NASIR MAZHAR: I met [DJ and singer] Mademoiselle Yulia through mutual friends that run GR8 shop in Tokyo and Wildstyle store in L.A.. In the beginning, Yulia just starting wearing my line on her own. Over the years we've just got to know each other better, and realized that we have really similar tastes. Recently, we created a limited edition collection together based on portraits created with the artist Simon Gray.
Musicians and designers are both artists trying to make the public understand their message and get good exposure whilst doing it. Designers need musicians to look good wearing their work so the association and style of clothes is seen on a massive scale and musicians need to look good and also be associated to good design and taste. They don't need each other, but they work really well together when the fit is right and the results of a really good partnership is priceless.
LINDSEY DEGEN: DEGEN definitely gets more attention when a musician wears the clothes, especially our shoes. It's hard to directly correlate sales with a celebrity because usually I am giving the celebrities the clothes a season before they are even in stores so when people see them wear it's not like they can immediately go out and get that.
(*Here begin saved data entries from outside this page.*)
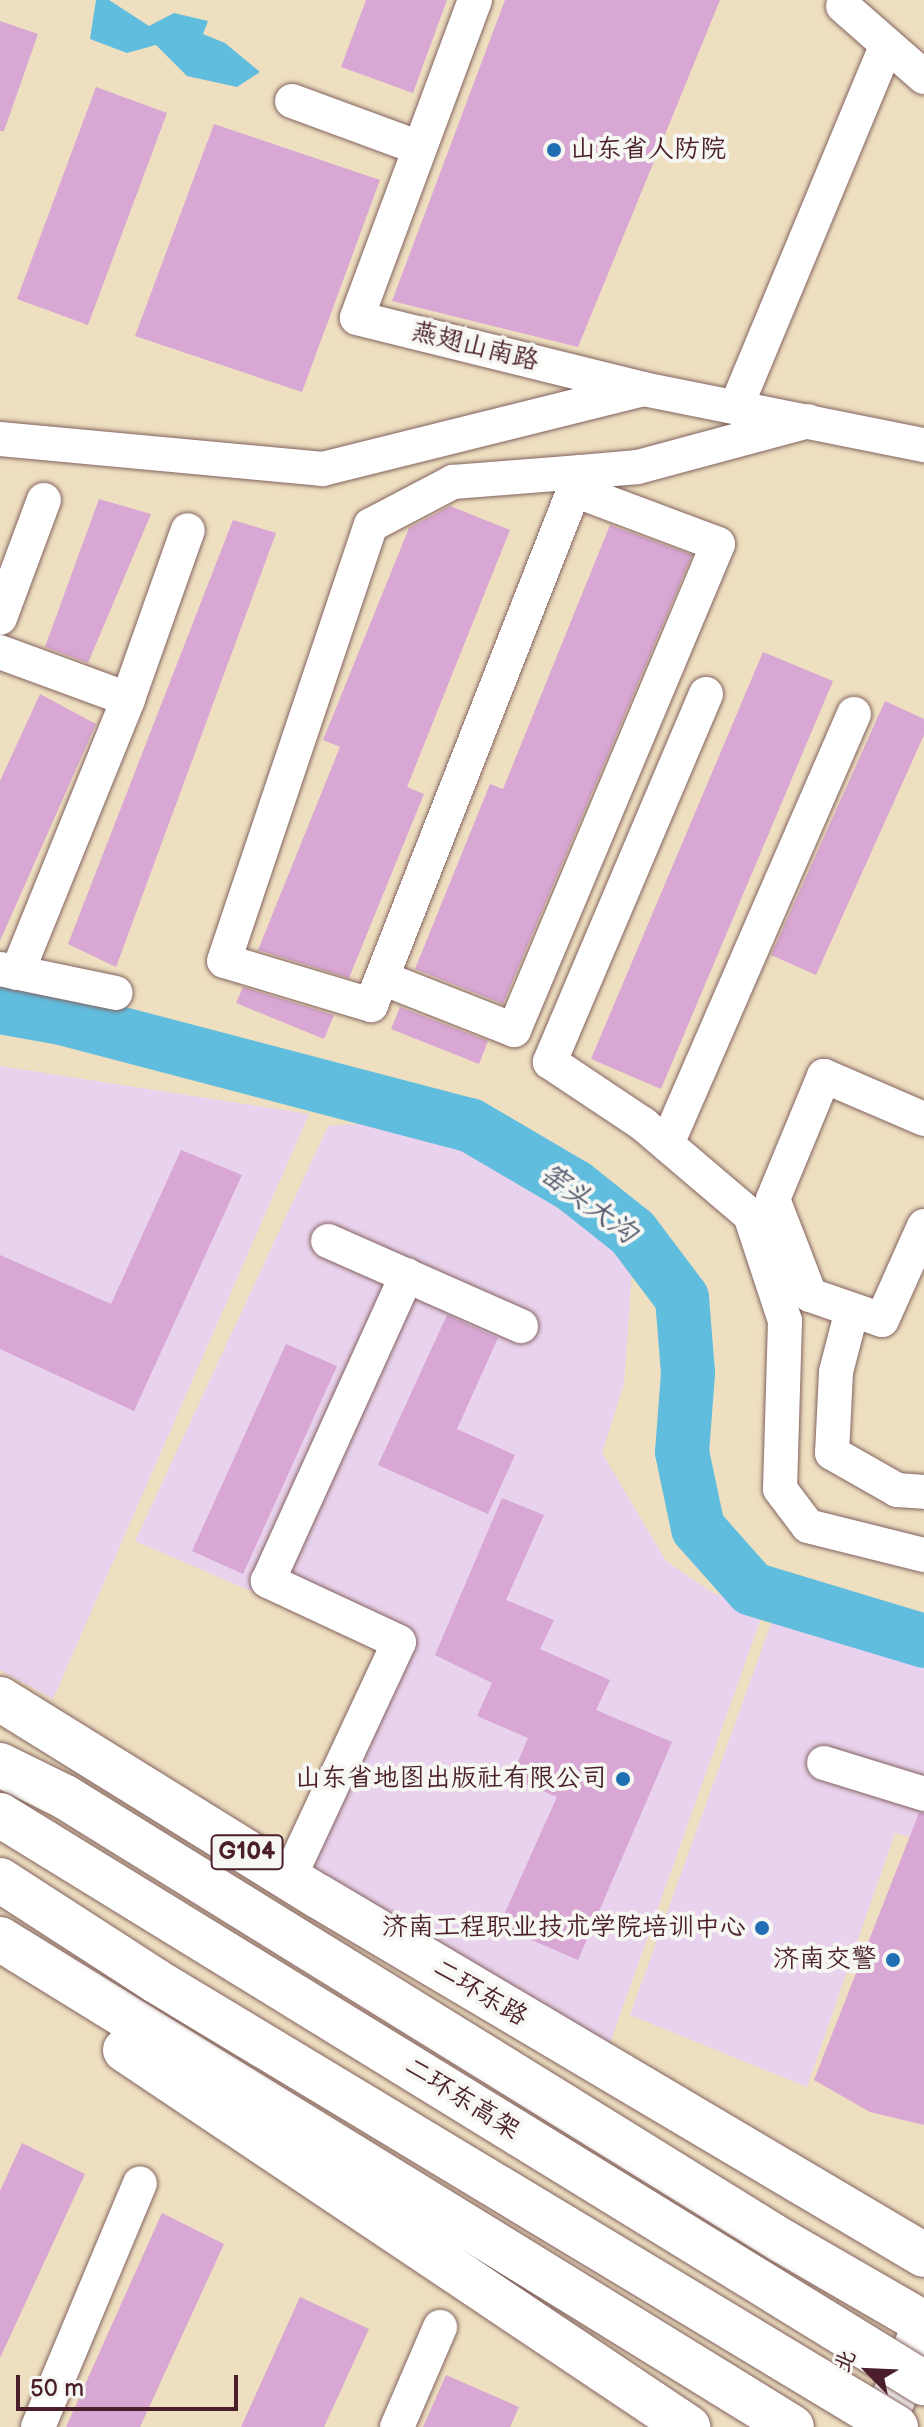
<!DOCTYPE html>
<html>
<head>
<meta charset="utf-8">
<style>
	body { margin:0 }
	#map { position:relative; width:924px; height:2427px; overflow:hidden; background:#eedfc0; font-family:"Balsamiq Sans","LXGW WenKai TC",sans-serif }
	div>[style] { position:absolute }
	.built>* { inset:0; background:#e9d2ed }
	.water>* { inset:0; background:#60bdde }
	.river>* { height:54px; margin:-27px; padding:0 27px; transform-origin:27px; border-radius:27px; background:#60bdde }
	.building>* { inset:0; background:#d8a7d3 }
	.roads { filter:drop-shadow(0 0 2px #83625f) drop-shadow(0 0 2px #83625f) }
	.minor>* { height:34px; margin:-17px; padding:0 17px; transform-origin:17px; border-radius:17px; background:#fff }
	.secondary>* { height:44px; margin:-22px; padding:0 22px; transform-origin:22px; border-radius:22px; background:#fff }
	.trunk>* { height:44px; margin:-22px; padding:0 22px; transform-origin:22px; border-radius:22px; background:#fff }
	.bridges { filter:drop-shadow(0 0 2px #83625f) drop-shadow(0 0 2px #83625f) }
	.trunk-bridge>* { height:44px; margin:-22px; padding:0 22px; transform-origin:22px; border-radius:22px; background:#fff }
	.dots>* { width:22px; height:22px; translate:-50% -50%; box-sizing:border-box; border:4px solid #f6f6f2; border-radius:50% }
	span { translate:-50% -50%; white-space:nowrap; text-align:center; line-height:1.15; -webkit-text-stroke:8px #f6f6f2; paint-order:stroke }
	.shield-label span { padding:2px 6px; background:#f6f6f2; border:2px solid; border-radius:6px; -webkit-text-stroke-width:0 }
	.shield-label { font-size:24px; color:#4a1f2b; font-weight:700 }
	.poi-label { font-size:26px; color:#4a1f2b }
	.left { translate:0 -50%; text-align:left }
	.right { translate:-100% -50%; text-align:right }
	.street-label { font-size:26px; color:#4a1f2b }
	.water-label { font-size:28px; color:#52566a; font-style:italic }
	.north { position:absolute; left:828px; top:2331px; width:80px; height:80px; -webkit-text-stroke:6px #f6f6f2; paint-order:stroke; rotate:294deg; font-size:22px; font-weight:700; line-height:32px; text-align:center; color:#4a1f2b }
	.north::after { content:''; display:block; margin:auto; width:28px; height:36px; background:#4a1f2b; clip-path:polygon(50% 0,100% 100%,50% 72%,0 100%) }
	.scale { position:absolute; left:16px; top:2375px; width:222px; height:36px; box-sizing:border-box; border:4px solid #4a1f2b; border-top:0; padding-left:10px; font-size:24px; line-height:28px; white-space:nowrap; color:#4a1f2b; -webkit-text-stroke:6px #f6f6f2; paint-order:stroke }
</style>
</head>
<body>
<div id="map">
	<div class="built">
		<i style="clip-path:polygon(0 1066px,309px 1114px,53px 1699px,0 1670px)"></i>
		<i style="clip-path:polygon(382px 1122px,470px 1125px,567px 1174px,632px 1273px,624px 1384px,602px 1453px,666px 1561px,713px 1593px,764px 1610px,609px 2046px,306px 1873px,403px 1657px,135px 1541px,328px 1126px)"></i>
		<i style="clip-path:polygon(774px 1615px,924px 1657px,924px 1841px,895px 1833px,807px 2087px,630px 2015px)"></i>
	</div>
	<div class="water">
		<i style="clip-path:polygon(96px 0,109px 0,149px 26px,174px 13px,208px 21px,203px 34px,225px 43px,260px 72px,237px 87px,187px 76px,156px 45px,127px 53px,90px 39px)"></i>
	</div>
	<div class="river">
		<i style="left:0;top:1007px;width:62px;rotate:10.2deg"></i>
		<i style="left:61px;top:1018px;width:423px;rotate:14.7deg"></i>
		<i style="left:470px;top:1125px;width:121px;rotate:30.4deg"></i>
		<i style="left:574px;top:1186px;width:75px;rotate:38.5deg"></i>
		<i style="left:633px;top:1233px;width:81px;rotate:53deg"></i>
		<i style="left:682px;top:1298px;width:75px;rotate:85.4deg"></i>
		<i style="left:688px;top:1373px;width:79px;rotate:94.3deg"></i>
		<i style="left:682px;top:1452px;width:78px;rotate:78.1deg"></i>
		<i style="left:698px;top:1528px;width:81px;rotate:48.5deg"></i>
		<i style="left:752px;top:1589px;width:180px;rotate:16.8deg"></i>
	</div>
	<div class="building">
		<i style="clip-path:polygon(366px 0,447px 0,413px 93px,341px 67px)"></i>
		<i style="clip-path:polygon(505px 0,720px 0,578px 347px,392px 301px)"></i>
		<i style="clip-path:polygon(0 21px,38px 34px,4px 131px,0 131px)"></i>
		<i style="clip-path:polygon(96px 87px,167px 113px,88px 325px,17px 299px)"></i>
		<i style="clip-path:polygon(214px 124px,380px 180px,302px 392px,135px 336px)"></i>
		<i style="clip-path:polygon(99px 499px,151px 514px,88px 663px,45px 647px)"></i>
		<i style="clip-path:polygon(450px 506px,510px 530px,407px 787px,424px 794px,349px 978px,258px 950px,340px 747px,323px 740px,409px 528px)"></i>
		<i style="clip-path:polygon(233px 520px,276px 533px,116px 967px,68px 944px)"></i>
		<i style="clip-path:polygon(610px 525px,692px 555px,503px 1004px,415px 969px,490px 784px,503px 789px)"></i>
		<i style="clip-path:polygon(763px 652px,833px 681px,661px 1089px,591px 1059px)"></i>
		<i style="clip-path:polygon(40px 694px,96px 724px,0 941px,0 781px)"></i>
		<i style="clip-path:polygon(885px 701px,924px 719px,924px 735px,816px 975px,771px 955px)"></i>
		<i style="clip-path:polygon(243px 987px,334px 1015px,324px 1039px,236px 1003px)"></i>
		<i style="clip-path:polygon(400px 1007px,488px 1041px,479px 1064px,391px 1029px)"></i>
		<i style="clip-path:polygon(181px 1150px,242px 1175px,134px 1411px,0 1349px,0 1255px,111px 1304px)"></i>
		<i style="clip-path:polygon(447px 1315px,498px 1338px,457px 1429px,515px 1455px,488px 1514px,378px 1465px)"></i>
		<i style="clip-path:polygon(286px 1344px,337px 1366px,243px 1574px,192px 1551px)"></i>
		<i style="clip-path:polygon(502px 1498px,544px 1515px,506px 1600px,554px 1620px,540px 1649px,610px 1680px,596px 1710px,672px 1742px,578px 1960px,499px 1926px,557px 1797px,511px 1778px,528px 1738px,477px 1716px,492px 1683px,435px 1655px)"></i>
		<i style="clip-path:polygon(919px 1813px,924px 1813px,924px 2125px,870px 2112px,814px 2080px)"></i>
		<i style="clip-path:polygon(22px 2143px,85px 2174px,0 2358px,0 2191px)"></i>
		<i style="clip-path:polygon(162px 2213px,224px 2244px,140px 2427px,66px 2427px)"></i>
		<i style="clip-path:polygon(300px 2297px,369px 2329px,324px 2427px,241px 2427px)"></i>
		<i style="clip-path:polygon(446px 2375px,519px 2407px,510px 2427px,423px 2427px)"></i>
	</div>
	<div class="roads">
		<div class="minor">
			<i style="left:475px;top:0;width:339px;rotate:110.4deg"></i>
			<i style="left:357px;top:318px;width:295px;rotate:13.9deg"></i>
			<i style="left:643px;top:389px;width:287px;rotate:11.3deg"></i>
			<i style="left:843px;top:6px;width:108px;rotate:41.2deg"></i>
			<i style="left:292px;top:101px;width:136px;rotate:20.2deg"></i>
			<i style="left:736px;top:407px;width:392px;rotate:-67.4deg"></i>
			<i style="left:0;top:439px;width:324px;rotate:5.3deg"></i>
			<i style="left:323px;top:469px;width:326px;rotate:-14deg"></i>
			<i style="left:581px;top:472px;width:573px;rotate:111.5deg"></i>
			<i style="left:371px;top:1005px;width:153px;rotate:-163.3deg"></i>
			<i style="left:224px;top:961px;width:460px;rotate:-71.4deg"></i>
			<i style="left:371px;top:525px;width:93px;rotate:-27.7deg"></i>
			<i style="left:453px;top:482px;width:128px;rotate:-4.5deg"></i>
			<i style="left:581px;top:472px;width:57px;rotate:-5deg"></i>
			<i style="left:638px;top:467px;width:176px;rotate:-15.1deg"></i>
			<i style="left:0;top:618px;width:126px;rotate:-69.6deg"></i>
			<i style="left:0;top:652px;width:136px;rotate:20.2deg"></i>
			<i style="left:706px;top:694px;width:400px;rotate:113deg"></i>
			<i style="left:550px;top:1062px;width:112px;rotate:33.7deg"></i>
			<i style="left:643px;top:1124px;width:140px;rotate:40.4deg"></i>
			<i style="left:750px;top:1215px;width:112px;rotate:71.7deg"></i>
			<i style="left:785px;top:1321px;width:168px;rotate:91.7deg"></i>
			<i style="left:780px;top:1489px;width:46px;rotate:52.9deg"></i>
			<i style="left:808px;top:1526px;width:120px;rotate:14deg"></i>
			<i style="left:0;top:969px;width:118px;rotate:11.7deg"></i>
			<i style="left:17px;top:973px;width:296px;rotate:-67.9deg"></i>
			<i style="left:128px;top:699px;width:179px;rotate:-70.5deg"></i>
			<i style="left:382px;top:978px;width:142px;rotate:21.5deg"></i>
			<i style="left:514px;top:1030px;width:527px;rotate:-67.23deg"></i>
			<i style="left:718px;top:544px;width:154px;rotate:-159.4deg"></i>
			<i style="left:924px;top:1119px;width:109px;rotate:-156.7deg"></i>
			<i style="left:824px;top:1076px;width:133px;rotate:112.5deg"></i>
			<i style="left:773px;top:1199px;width:103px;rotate:68.9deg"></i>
			<i style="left:810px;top:1295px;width:76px;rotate:19.1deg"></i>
			<i style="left:882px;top:1320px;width:103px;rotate:-65.9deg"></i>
			<i style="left:667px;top:1144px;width:469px;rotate:-66.5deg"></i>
			<i style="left:328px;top:1241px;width:211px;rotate:23.8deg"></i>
			<i style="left:852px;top:1310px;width:64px;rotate:104.5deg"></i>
			<i style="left:836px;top:1372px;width:81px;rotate:92.8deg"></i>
			<i style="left:832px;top:1453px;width:75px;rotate:29.6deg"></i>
			<i style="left:897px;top:1490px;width:27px;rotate:4deg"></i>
			<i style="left:824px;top:1763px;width:105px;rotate:17.2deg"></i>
			<i style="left:289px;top:1878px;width:260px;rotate:-65deg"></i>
			<i style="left:399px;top:1642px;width:145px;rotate:-155deg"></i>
			<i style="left:268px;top:1581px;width:336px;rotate:-65.6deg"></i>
			<i style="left:38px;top:2427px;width:264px;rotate:-67.3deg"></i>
			<i style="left:397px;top:2427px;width:109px;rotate:-66.7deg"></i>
		</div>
		<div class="secondary">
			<i style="left:881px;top:2427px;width:109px;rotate:-66.7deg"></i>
		</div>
		<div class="trunk">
			<i style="left:0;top:1699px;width:374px;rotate:31.8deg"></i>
			<i style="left:318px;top:1896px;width:704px;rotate:30.64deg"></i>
			<i style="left:0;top:1765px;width:72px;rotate:26.2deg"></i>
			<i style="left:65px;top:1797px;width:843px;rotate:31.77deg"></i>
			<i style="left:782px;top:2241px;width:164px;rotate:30deg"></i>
			<i style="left:0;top:1939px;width:930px;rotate:31.64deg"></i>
			<i style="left:125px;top:2050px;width:678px;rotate:33.81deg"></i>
		</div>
	</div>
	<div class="bridges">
		<div class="trunk-bridge">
			<i style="left:0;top:1815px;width:1085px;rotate:31.58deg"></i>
			<i style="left:0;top:1880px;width:186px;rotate:32.9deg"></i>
			<i style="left:156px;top:1981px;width:864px;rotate:31.08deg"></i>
		</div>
	</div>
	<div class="dots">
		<i style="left:554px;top:150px;background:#1f6fb2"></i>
		<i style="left:623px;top:1779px;background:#1f6fb2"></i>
		<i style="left:762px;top:1928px;background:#1f6fb2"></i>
		<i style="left:893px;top:1960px;background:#1f6fb2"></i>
	</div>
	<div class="shield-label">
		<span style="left:247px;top:1852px">G104</span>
	</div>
	<div class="poi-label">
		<span class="left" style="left:570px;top:150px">山东省人防院</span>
		<span class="right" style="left:607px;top:1779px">山东省地图出版社有限公司</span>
		<span class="right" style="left:746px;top:1928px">济南工程职业技术学院培训中心</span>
		<span class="right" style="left:877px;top:1960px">济南交警</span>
	</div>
	<div class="street-label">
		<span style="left:475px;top:347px;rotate:14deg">燕翅山南路</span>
		<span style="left:480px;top:1993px;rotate:31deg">二环东路</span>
		<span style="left:462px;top:2099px;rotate:32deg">二环东高架</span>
	</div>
	<div class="water-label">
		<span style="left:588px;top:1204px;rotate:37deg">窑头大沟</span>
	</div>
	<div class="north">北</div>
	<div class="scale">50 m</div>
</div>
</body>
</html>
I think it builds hype and excitement about the work though.
I have two friends who have worked with Solange. Ian Bradley, who styles my collection for the show every season, and Lizzie and Darlene Okpo. They grabbed a bunch of DEGEN and I guess Solange was into it. Now Solange requests it every time she is shooting. All musicians have different looks so it's all about great pairings. I think fashion also makes the musicians fun to watch. It's costume.
BECCA MCCHAREN: The first performer I ever worked with was Nicki Minaj and she wore Chromat on Jimmy Kimmel in 2011. At the time, Chromat was still a small project I did in Brooklyn at the time and was small. My main job was working as an architect in Lynchburg, Virginia and I kept getting random boutique orders. One of the stores was Le Bra Lingerie in L.A. and I guess Nicki Minaj's stylist had just been in there and she bought a piece. I had no idea until the next day when the owner of the store called me and was like you should check out Jimmy Kimmel. That was before Nicki was mega huge and I called my mom and told her and she was like, "That's great. Who's Nicki Minaj?"
Every person that's worn Chromat —Nicki Minaj, Madonna, Beyoncé—they're all strong women and I think that's really empowered us when we're designing. When they wear our pieces, it doesn't directly translate to sales. It's not a literal cha-ching, it's more of a feeling and inspiration. Not only are the benefits mutual, but the inspiration is mutual. We listen to these women in the studio constantly and to have them wear our designs is really cool.